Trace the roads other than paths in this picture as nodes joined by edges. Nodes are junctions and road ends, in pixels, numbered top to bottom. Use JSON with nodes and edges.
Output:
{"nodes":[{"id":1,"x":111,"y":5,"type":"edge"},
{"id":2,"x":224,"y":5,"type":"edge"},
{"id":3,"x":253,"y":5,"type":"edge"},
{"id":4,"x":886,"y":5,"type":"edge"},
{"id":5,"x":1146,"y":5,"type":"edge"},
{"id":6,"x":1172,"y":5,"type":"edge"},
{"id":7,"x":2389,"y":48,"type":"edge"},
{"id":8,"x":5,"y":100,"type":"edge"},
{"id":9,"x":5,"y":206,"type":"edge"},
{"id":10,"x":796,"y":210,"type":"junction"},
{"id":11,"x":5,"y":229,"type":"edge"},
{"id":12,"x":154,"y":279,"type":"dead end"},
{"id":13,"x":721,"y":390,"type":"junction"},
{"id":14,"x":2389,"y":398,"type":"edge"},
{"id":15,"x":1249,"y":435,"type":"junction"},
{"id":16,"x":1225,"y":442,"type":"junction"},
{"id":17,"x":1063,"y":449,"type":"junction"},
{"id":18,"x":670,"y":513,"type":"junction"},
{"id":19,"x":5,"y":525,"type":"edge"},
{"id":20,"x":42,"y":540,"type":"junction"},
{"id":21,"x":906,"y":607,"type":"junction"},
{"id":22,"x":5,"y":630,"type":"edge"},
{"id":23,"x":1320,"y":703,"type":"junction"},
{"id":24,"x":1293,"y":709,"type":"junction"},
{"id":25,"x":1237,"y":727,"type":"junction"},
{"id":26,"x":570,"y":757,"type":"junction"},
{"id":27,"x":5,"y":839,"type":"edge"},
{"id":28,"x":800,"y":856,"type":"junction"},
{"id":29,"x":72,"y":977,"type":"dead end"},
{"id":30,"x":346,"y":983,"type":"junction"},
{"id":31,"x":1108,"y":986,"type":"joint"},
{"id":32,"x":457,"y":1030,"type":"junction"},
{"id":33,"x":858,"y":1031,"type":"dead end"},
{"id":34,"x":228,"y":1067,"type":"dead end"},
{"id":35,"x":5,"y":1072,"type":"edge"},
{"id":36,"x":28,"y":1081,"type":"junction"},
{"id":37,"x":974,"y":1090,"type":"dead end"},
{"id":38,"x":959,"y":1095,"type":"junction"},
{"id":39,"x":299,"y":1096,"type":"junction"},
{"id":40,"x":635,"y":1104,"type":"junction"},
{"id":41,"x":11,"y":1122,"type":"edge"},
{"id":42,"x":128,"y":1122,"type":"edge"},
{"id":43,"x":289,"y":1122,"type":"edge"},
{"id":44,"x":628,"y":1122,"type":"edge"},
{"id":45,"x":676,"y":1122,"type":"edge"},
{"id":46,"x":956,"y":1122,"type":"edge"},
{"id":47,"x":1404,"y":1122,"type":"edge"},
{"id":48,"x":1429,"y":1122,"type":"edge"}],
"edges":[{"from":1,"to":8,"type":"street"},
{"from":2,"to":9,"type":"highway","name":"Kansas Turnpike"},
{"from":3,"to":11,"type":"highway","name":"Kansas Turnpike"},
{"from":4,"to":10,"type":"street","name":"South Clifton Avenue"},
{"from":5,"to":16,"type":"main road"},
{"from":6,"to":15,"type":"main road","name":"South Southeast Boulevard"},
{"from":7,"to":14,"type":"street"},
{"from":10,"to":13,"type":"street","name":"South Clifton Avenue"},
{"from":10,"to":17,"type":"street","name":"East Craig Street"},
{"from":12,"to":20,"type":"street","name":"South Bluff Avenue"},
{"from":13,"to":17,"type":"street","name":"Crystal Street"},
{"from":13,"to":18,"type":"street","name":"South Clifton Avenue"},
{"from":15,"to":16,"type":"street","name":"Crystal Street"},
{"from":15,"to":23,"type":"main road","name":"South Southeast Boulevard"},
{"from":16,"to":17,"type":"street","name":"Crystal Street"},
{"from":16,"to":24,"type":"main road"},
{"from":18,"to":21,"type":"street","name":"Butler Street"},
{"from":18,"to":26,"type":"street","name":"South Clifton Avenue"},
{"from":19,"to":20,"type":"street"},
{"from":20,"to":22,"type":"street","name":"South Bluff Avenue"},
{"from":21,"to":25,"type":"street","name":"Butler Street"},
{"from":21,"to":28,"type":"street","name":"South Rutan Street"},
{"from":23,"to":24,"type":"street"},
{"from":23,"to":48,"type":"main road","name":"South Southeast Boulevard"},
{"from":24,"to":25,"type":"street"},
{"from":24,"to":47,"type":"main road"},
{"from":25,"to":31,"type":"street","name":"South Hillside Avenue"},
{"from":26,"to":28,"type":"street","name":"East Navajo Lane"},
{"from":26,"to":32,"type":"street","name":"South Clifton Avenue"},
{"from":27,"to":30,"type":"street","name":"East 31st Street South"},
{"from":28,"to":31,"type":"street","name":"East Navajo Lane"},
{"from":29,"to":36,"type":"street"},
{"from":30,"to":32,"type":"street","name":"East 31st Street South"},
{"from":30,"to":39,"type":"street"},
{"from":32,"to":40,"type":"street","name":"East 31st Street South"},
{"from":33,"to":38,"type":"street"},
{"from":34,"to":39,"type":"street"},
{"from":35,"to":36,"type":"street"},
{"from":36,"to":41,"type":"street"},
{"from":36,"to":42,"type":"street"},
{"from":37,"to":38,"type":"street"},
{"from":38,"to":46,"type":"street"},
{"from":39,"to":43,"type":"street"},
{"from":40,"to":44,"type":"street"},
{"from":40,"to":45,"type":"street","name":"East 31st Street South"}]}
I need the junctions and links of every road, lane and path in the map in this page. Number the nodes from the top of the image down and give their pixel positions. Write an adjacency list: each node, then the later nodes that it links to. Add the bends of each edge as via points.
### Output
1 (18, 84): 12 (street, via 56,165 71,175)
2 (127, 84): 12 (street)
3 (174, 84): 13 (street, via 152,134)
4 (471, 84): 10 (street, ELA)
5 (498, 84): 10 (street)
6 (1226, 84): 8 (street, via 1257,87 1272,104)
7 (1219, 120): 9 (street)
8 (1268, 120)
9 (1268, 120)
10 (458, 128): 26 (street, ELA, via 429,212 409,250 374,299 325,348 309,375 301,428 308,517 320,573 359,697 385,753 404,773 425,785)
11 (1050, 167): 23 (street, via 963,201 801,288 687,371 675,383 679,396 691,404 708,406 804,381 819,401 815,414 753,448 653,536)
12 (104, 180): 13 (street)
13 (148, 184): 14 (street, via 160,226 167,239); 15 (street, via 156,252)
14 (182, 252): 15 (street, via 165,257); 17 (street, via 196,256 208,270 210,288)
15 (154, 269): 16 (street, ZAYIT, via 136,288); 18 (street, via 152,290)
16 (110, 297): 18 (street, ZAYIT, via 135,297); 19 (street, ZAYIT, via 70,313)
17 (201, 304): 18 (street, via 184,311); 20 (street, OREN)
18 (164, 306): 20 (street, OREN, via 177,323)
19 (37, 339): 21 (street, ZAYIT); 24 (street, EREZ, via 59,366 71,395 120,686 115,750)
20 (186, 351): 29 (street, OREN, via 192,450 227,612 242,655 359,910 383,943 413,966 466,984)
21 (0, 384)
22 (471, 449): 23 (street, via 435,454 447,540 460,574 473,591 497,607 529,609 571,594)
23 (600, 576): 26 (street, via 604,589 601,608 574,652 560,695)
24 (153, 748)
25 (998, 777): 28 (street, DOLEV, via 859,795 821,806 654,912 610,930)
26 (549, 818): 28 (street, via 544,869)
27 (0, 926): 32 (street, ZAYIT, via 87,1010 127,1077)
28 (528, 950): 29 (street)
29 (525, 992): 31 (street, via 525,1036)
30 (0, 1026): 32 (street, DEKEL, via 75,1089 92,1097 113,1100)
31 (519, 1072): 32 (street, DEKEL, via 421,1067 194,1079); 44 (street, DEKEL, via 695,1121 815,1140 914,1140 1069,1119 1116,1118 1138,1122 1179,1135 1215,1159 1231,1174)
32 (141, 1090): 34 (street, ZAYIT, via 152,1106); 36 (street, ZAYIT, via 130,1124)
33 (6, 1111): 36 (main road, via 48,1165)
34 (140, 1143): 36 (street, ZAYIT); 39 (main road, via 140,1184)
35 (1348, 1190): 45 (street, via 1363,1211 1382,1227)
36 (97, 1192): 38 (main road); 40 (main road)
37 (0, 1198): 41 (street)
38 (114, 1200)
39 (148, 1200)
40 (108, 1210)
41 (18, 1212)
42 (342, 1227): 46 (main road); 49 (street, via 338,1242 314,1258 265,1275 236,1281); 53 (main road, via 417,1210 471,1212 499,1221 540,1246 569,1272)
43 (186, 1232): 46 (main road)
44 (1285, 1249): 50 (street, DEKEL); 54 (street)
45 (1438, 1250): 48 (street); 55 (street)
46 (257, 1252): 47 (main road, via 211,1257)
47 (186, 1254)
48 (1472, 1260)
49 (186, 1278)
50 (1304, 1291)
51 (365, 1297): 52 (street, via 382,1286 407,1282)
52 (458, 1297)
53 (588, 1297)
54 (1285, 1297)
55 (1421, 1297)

To do – Your reply should be one number: how many lines in the entries above contain the word "Navajo".

Answer for the task – 2